US chip ban doesn’t work: China continues to use them for nuclear development

For over 30 years, the Celestial Empire has managed to circumvent US sanctions brilliantly.

It turned out that in the last two years alone, the main nuclear research institute in China was able to purchase more than twelve American chips and processors, despite the total ban. The State Institute continued to purchase proprietary chips made by Intel and Nvidia, despite being blacklisted by the US for China’s nuclear industry in 1997, according to The Wall Street Journal.

The PRC simply bypasses the bans: it buys processors from Chinese vendors or borrows it from colleagues, for example, from the laboratory of an institute working on computational fluid dynamics. You can also create a network of shell companies abroad and officially buy chips. Overall, it’s incredibly difficult to track where and why chips are shipped to China, as in 2021 alone, China bought more than a third of global chip sales totaling $556 billion, according to the US Semiconductor Industry Association.

According to a study by journalists, most chips purchased by Chinese nuclear scientists range in size from 7 to 14 nm and are easily available on the open market: versions of Intel Xeon Gold and Nvidia GeForce RTX chips purchased by Chinese scientists can be purchased at: Any Chinese market. The acquisitions did not include the latest generation chips released in the last two years.

Journalists scanned a catalog of scientific papers published by Chinese nuclear scientists and found that at least 34 articles over the past decade referred to the use of American semiconductors. It has been used in a variety of ways, including data analysis and the creation of algorithms.

Also, Chinese nuclear scientists who need supercomputers are being asked by unsuspecting small companies to make supercomputers for themselves. Then scientists with their help calculate the nuclear reaction and design warheads.

Six of the seven research papers published by Chinese scientists were related to nuclear stock maintenance, including the most recently published inertial confinement fusion, or ICF, which involves using high-power lasers to create fusion reactions similar to those occurring in ICF. large scale in thermonuclear weapons.

By the way, Chinese scientists do not hide the fact that they use American chips in their work. In six articles, they described the use of GPUs and other chips to improve the performance of ICF devices. For example, they focused on using an Intel Core i7-7800X processor and an Nvidia GeForce GTX 1080 Ti graphics card.

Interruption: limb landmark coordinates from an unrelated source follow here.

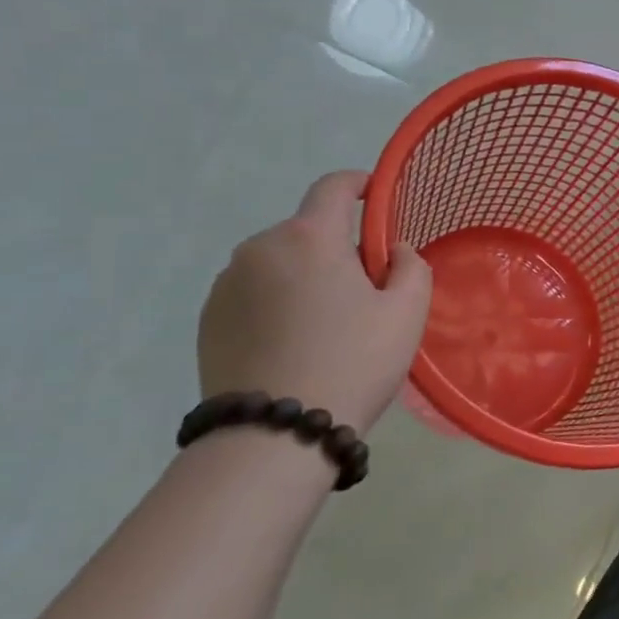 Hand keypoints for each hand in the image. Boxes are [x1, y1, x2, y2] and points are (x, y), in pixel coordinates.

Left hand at [198, 172, 431, 434]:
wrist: (274, 435)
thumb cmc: (353, 362)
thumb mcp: (407, 312)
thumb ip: (410, 266)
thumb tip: (391, 250)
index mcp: (309, 238)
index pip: (333, 186)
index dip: (359, 184)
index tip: (376, 197)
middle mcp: (260, 248)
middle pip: (309, 231)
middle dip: (338, 247)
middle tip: (365, 291)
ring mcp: (226, 284)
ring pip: (280, 263)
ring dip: (305, 276)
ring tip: (326, 325)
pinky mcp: (207, 319)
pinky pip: (254, 292)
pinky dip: (277, 302)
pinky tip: (294, 343) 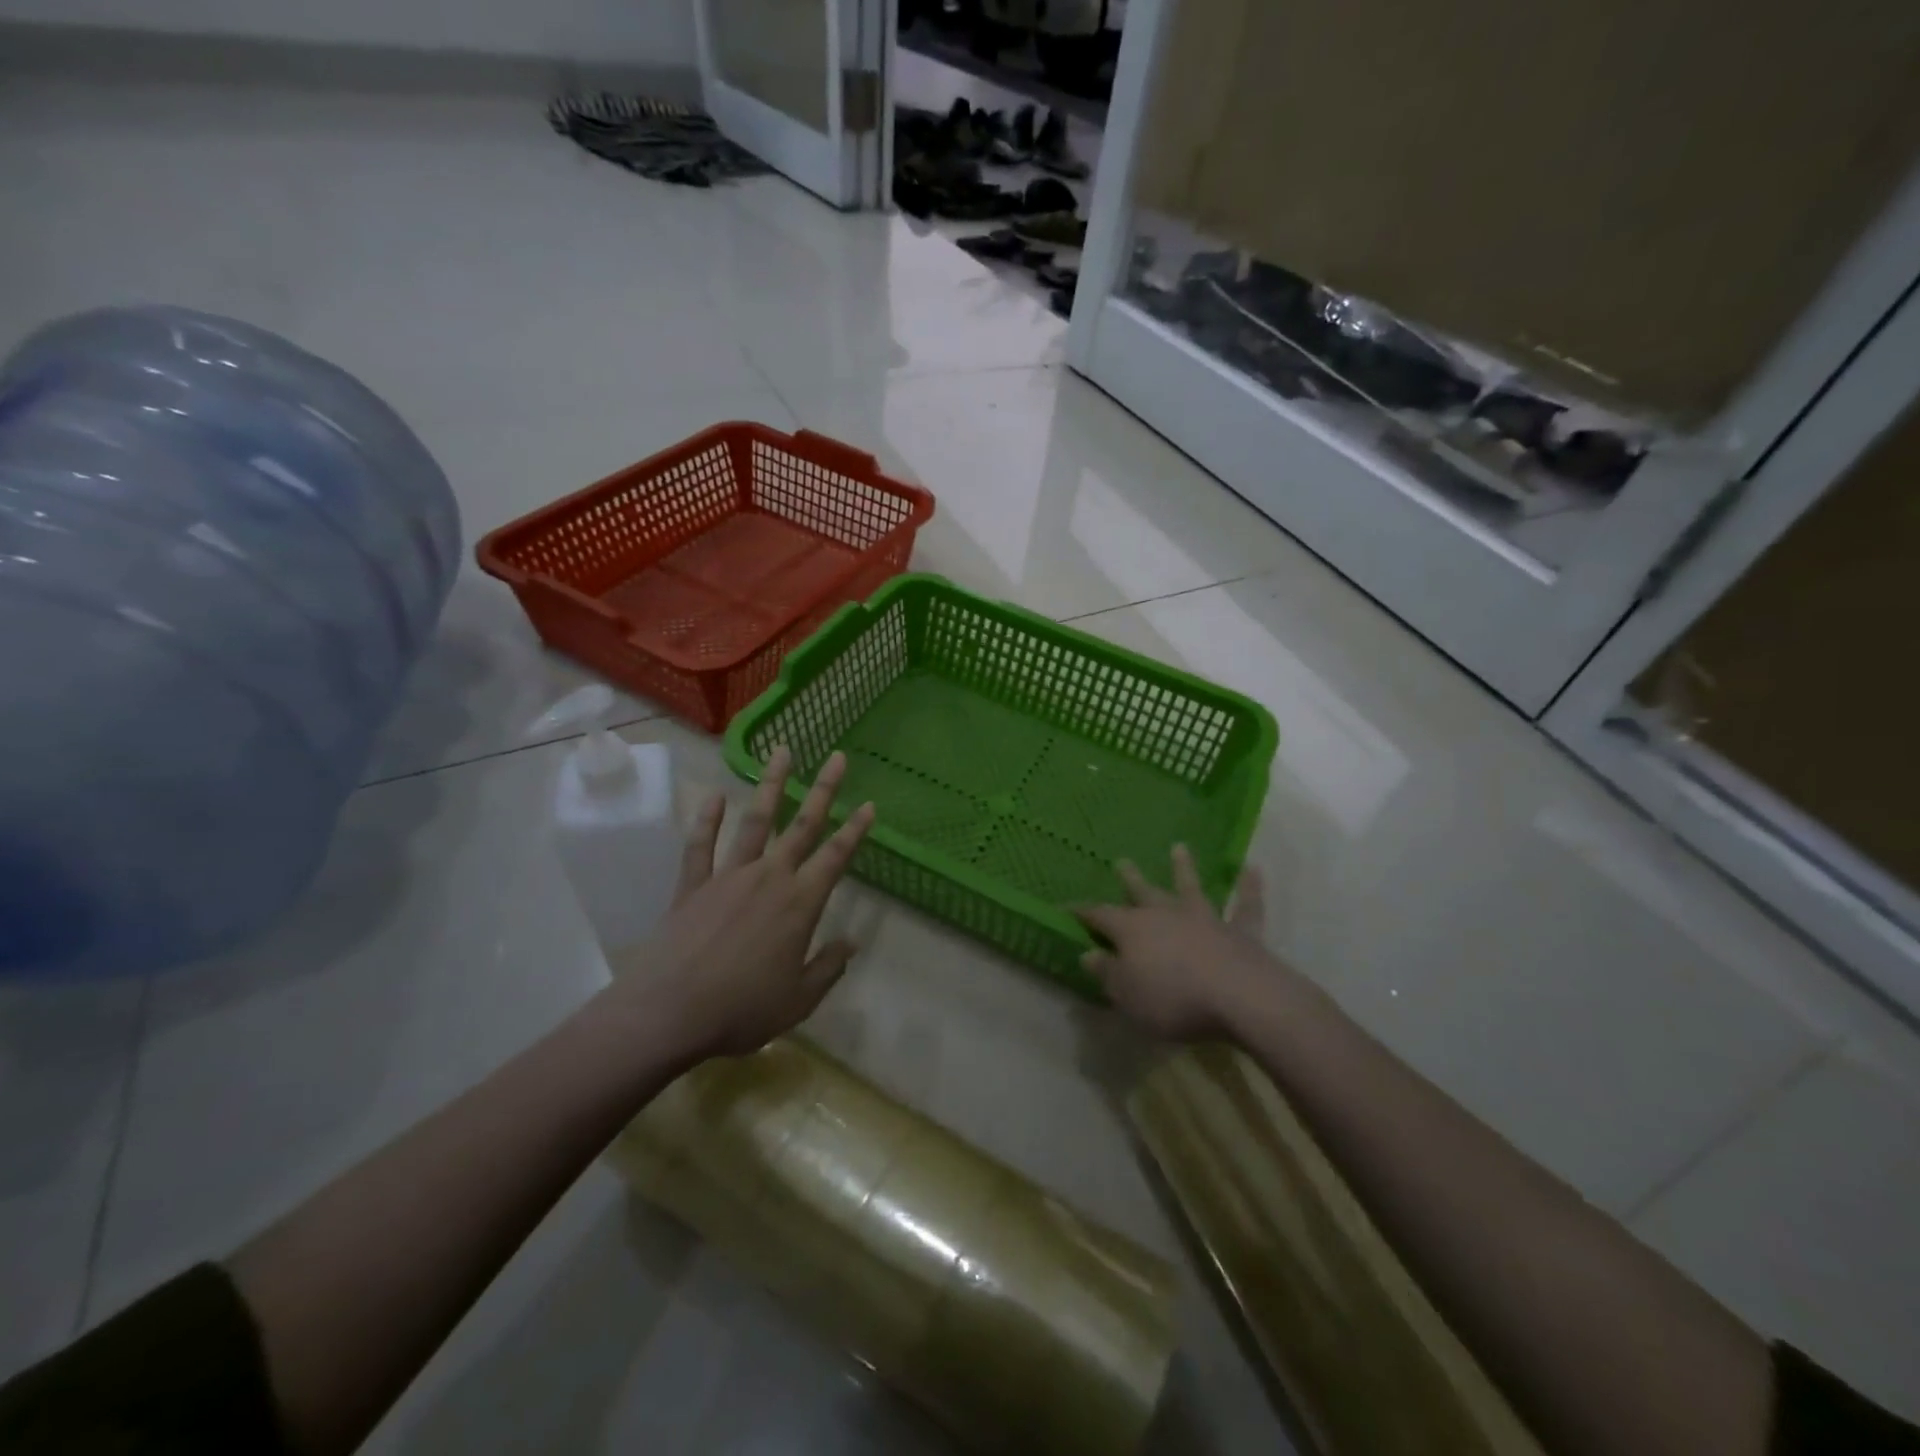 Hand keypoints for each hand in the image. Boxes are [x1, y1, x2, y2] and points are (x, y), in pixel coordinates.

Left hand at [624, 746, 874, 1061]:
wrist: (669, 1013)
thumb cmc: (741, 1010)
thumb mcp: (799, 1000)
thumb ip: (828, 968)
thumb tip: (850, 943)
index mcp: (800, 904)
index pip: (836, 857)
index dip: (855, 830)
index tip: (869, 804)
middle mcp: (769, 878)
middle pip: (802, 826)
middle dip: (823, 790)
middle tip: (836, 758)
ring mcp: (728, 876)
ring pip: (755, 822)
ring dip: (770, 786)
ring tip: (782, 753)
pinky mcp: (692, 885)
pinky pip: (700, 845)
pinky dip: (707, 819)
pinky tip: (714, 795)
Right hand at [1075, 847, 1273, 1041]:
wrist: (1239, 997)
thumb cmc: (1172, 999)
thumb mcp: (1126, 995)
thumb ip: (1107, 973)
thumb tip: (1088, 954)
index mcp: (1132, 930)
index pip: (1099, 916)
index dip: (1082, 913)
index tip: (1066, 907)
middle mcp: (1165, 915)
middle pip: (1143, 893)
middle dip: (1130, 880)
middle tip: (1122, 861)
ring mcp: (1205, 919)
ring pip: (1191, 888)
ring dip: (1184, 869)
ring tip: (1179, 847)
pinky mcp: (1240, 932)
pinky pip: (1246, 906)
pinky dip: (1250, 888)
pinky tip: (1253, 869) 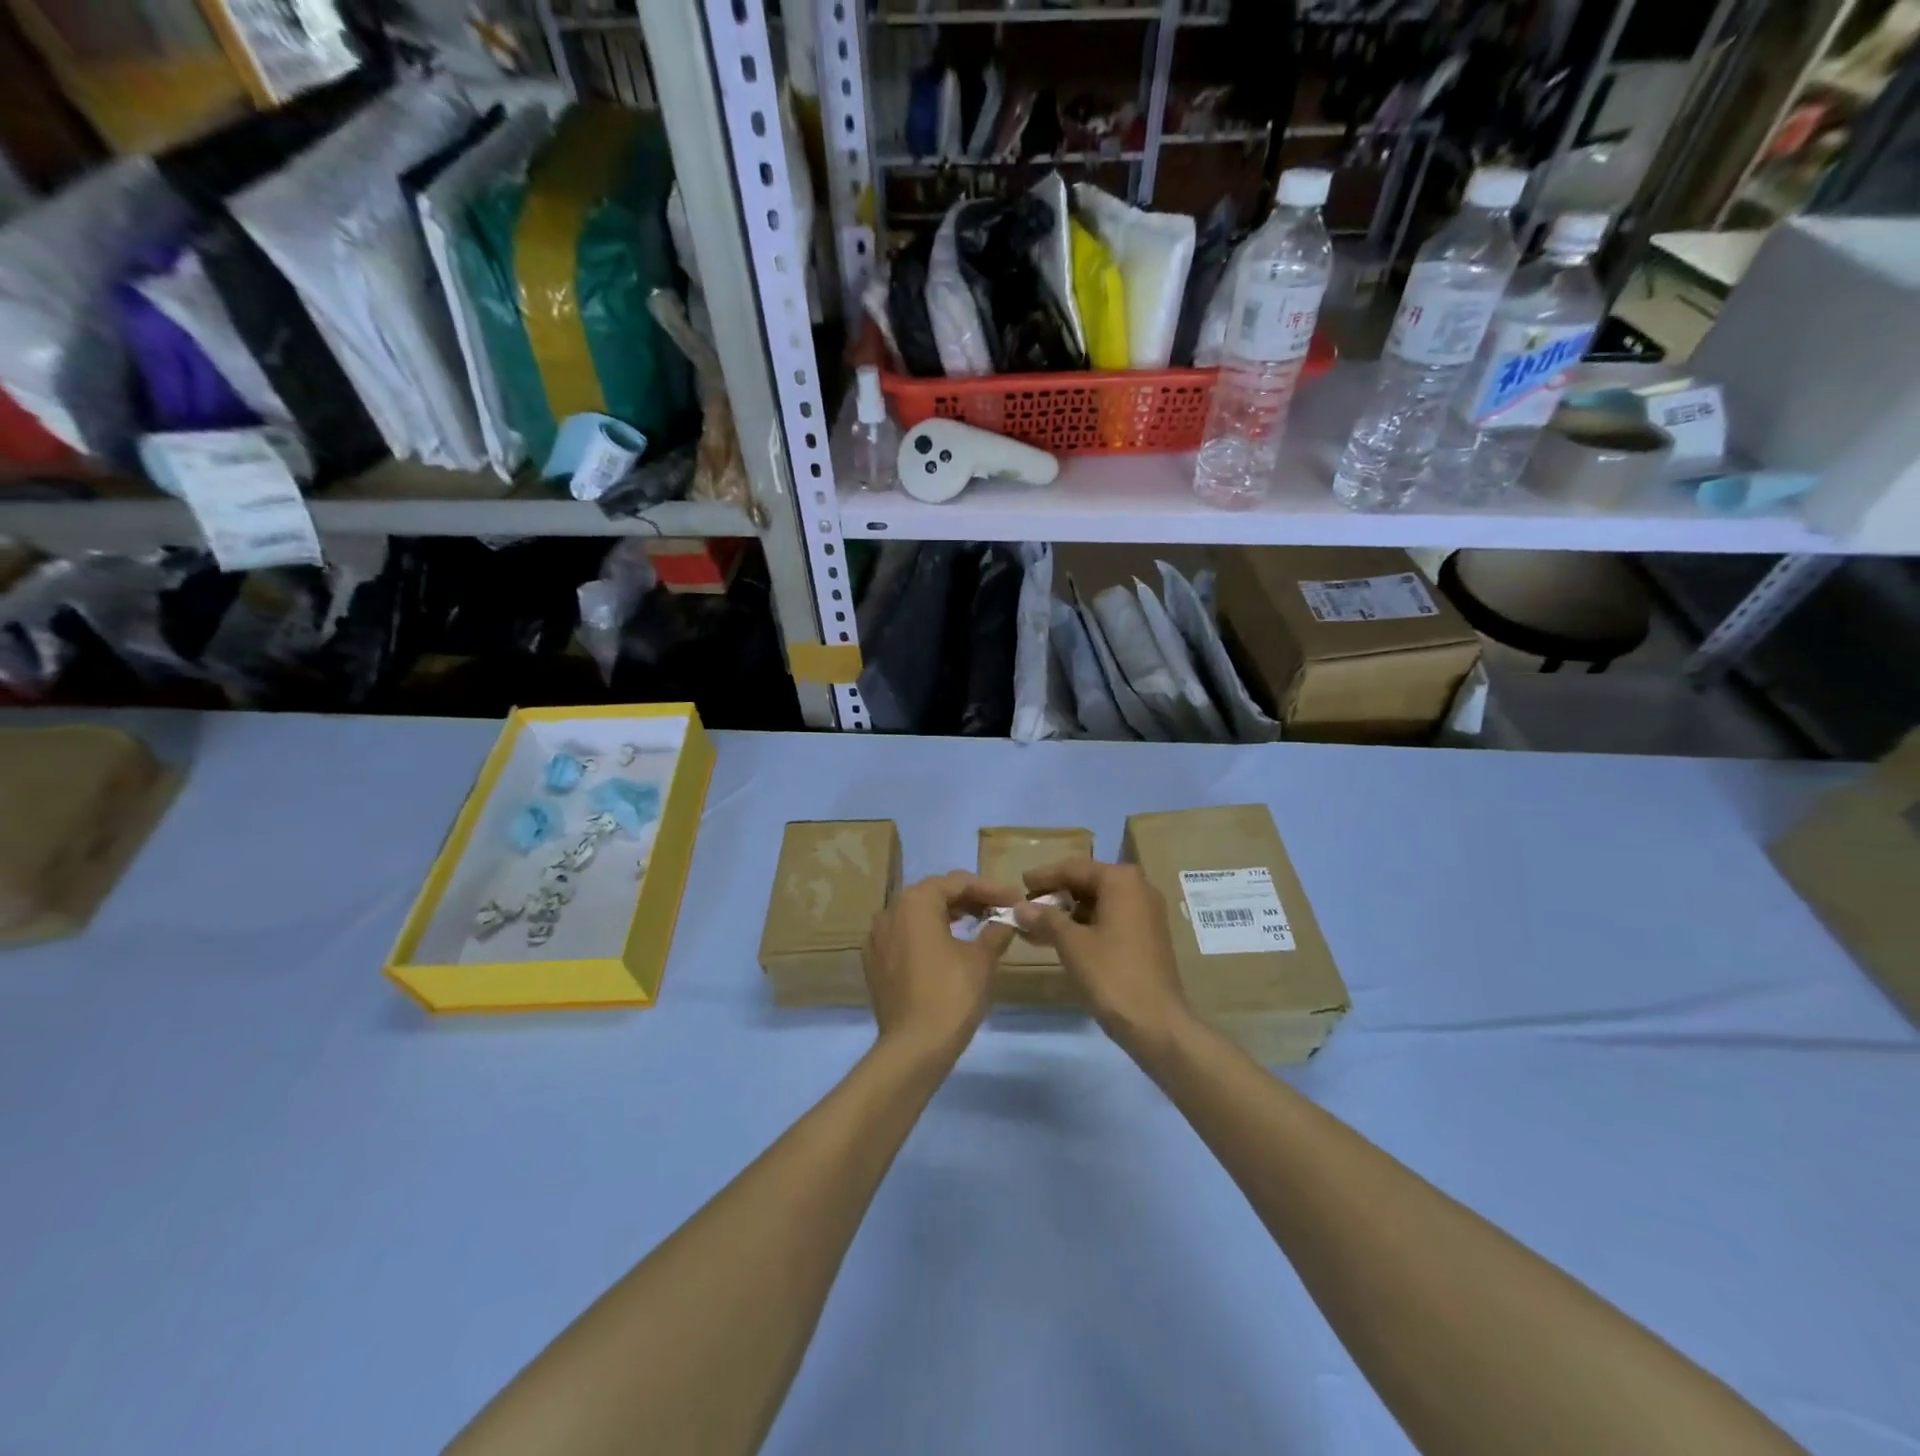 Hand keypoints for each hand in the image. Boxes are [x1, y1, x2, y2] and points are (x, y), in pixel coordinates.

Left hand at [865, 872, 1019, 1059]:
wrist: (913, 1048)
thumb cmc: (950, 994)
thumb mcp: (981, 960)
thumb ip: (995, 932)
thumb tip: (1006, 921)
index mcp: (915, 902)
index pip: (958, 882)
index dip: (990, 889)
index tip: (1016, 900)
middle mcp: (890, 911)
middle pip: (935, 894)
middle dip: (969, 900)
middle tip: (999, 910)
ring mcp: (877, 938)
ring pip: (919, 916)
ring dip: (949, 917)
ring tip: (980, 926)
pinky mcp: (875, 963)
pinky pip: (906, 938)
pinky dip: (929, 936)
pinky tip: (950, 949)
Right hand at [1014, 858, 1192, 1058]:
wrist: (1156, 1023)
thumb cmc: (1111, 974)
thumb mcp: (1071, 943)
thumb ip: (1045, 918)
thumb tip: (1019, 906)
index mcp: (1121, 880)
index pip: (1074, 868)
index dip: (1044, 876)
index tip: (1020, 883)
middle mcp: (1138, 888)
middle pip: (1088, 883)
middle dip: (1055, 895)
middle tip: (1026, 907)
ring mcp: (1146, 913)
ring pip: (1098, 903)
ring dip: (1067, 913)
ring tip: (1036, 927)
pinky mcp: (1147, 936)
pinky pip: (1109, 919)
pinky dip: (1084, 926)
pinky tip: (1060, 940)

Separately, in 2017, researchers at the Beijing Institute of Applied Physics and Computational Mathematics wrote about the key role of Intel chips in China’s Tianhe-2 supercomputer and the analysis of nuclear reactors.

Intel and Nvidia say the chips listed cannot be controlled in any way because they are heavily used in consumer models and are not proprietary devices. But companies are doing their best to maintain their government’s sanctions.

American journalists note with dismay that China is accelerating the expansion of its nuclear powers. According to expert estimates, by 2035, the Chinese army can accumulate about 1,500 nuclear warheads, which is 3.5 times more than at present.

Previously Focus He wrote that China is a leader in the export of fighter jets, as the Celestial Empire engineers copy Western technologies and make their own models based on them.